> [WHAT IS NEEDED] In the entries below, find every line with "Write" and copy it.

> [MATERIAL FOR THIS EXERCISE]
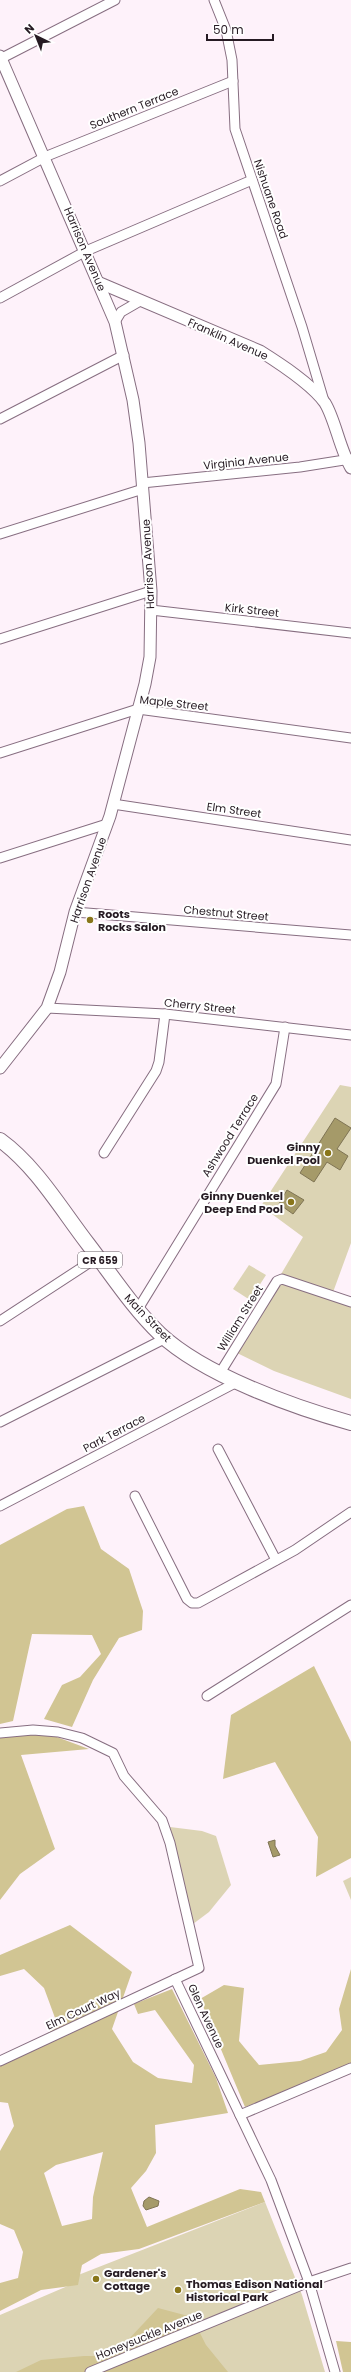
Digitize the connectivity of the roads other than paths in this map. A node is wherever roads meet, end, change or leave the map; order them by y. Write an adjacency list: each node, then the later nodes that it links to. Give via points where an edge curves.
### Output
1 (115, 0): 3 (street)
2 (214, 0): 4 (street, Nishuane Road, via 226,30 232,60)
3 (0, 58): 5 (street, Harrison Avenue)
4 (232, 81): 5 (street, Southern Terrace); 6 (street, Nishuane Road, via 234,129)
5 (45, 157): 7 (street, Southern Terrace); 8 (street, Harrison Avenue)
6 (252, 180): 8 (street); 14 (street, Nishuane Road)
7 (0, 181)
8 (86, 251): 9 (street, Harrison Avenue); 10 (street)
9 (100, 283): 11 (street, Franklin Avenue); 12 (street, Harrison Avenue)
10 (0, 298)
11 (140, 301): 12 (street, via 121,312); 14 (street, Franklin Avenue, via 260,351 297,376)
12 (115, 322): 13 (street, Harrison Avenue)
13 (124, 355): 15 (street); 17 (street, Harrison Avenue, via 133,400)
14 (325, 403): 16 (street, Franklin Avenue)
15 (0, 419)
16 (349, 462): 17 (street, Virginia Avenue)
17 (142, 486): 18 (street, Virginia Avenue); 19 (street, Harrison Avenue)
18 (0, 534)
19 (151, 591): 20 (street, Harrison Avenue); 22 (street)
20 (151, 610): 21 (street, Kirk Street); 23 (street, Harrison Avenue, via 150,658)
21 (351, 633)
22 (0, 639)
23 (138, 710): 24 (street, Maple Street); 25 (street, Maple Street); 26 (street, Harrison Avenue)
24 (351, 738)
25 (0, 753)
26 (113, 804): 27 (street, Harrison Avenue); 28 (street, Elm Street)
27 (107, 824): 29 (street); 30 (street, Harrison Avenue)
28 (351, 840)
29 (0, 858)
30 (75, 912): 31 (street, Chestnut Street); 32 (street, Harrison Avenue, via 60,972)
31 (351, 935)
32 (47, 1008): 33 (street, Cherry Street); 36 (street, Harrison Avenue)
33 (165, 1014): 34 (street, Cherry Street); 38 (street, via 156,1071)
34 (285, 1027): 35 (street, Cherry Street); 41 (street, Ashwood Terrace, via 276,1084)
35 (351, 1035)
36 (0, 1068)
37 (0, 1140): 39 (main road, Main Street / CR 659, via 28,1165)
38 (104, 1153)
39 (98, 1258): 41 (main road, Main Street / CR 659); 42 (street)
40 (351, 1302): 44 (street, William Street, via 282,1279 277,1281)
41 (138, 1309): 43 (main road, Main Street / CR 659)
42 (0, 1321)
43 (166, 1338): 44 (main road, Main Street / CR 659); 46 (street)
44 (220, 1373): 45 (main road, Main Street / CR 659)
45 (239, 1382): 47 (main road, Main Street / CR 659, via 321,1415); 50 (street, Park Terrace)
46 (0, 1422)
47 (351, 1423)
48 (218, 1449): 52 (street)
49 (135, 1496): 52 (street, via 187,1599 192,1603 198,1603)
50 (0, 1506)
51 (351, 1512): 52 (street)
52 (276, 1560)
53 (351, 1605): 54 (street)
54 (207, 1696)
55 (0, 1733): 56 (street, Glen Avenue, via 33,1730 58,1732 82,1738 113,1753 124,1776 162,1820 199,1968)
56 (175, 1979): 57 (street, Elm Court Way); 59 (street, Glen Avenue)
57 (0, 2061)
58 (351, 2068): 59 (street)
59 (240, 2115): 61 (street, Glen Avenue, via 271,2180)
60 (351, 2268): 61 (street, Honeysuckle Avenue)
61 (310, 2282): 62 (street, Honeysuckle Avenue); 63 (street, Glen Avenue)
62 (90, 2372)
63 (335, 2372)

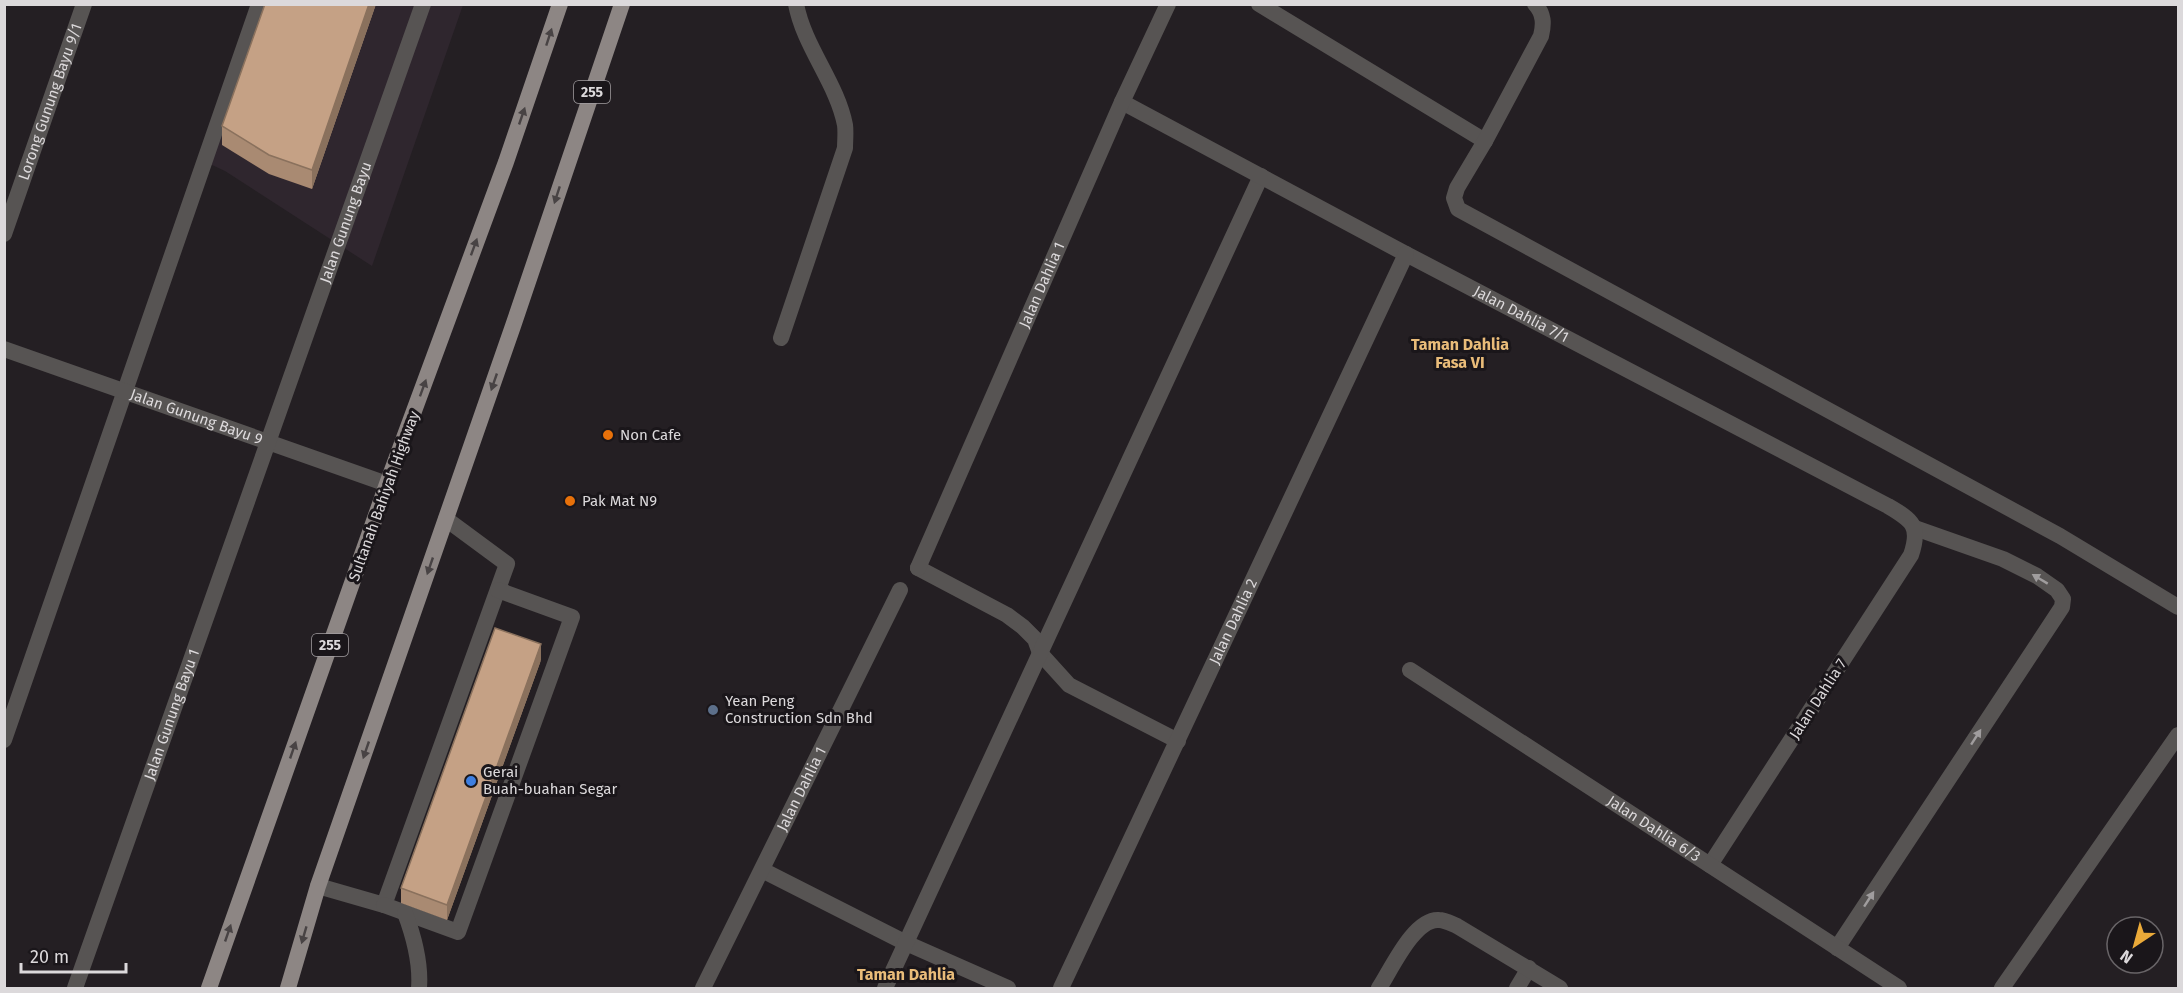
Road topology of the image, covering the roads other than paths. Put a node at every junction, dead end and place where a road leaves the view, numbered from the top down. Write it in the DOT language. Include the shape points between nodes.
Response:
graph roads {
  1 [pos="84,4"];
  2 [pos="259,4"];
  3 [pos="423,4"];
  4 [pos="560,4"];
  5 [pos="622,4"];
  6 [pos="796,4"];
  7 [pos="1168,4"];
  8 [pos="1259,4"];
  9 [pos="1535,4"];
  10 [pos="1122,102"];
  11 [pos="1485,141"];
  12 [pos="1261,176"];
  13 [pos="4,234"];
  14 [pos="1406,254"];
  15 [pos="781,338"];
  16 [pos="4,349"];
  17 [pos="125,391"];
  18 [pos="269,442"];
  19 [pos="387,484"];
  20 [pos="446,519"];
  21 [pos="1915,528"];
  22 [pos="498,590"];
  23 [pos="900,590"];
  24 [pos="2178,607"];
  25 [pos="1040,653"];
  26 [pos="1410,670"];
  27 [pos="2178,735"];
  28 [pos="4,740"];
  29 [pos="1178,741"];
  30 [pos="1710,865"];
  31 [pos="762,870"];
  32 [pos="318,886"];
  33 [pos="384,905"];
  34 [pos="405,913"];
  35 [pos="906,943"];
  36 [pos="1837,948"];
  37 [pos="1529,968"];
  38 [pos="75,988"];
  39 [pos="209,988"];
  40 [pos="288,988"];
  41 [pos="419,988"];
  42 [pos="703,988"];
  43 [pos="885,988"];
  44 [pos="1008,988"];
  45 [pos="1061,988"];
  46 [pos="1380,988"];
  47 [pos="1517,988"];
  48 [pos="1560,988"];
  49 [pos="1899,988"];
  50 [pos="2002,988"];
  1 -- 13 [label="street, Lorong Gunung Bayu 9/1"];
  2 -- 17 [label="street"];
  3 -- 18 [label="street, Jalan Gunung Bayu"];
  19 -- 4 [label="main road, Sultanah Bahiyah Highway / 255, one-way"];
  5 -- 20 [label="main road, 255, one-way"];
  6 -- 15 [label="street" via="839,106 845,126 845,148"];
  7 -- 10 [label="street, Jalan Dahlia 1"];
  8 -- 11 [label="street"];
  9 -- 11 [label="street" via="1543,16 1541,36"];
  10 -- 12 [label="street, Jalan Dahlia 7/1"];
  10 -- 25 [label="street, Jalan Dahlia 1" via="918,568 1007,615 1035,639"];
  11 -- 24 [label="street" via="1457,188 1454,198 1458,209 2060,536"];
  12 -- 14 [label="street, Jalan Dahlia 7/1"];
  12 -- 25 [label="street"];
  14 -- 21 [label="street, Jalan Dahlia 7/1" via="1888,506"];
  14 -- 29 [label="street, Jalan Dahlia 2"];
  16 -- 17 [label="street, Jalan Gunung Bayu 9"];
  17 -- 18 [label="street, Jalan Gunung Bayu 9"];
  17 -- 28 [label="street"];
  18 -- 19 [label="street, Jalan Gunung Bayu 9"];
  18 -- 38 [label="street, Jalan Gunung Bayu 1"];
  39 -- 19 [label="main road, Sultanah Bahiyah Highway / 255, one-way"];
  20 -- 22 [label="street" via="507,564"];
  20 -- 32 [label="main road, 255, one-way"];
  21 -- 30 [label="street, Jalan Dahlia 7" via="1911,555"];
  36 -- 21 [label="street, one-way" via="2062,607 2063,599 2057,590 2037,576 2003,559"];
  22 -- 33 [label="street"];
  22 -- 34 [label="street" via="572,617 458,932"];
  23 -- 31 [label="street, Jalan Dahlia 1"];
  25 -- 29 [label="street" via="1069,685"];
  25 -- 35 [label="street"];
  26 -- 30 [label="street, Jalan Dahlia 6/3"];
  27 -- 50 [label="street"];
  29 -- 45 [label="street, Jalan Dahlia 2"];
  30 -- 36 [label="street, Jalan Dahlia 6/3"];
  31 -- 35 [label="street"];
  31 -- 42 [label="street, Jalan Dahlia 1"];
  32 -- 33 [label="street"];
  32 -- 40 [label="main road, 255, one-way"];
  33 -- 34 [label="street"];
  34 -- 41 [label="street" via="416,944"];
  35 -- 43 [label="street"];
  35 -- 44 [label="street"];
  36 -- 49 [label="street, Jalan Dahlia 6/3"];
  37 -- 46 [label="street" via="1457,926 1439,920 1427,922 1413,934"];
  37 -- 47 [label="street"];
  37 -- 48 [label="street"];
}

---

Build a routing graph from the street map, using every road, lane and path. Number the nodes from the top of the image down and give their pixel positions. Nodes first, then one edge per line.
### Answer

> [RESPONSE TO THIS EXERCISE]
Digitize the connectivity of the roads other than paths in this map. A node is wherever roads meet, end, change or leave the map; order them by y. Write an adjacency list: each node, then the later nodes that it links to. Give via points where an edge curves.
Road topology of the image, covering the roads other than paths. Put a node at every junction, dead end and place where a road leaves the view, numbered from the top down. Write it in the DOT language. Include the shape points between nodes.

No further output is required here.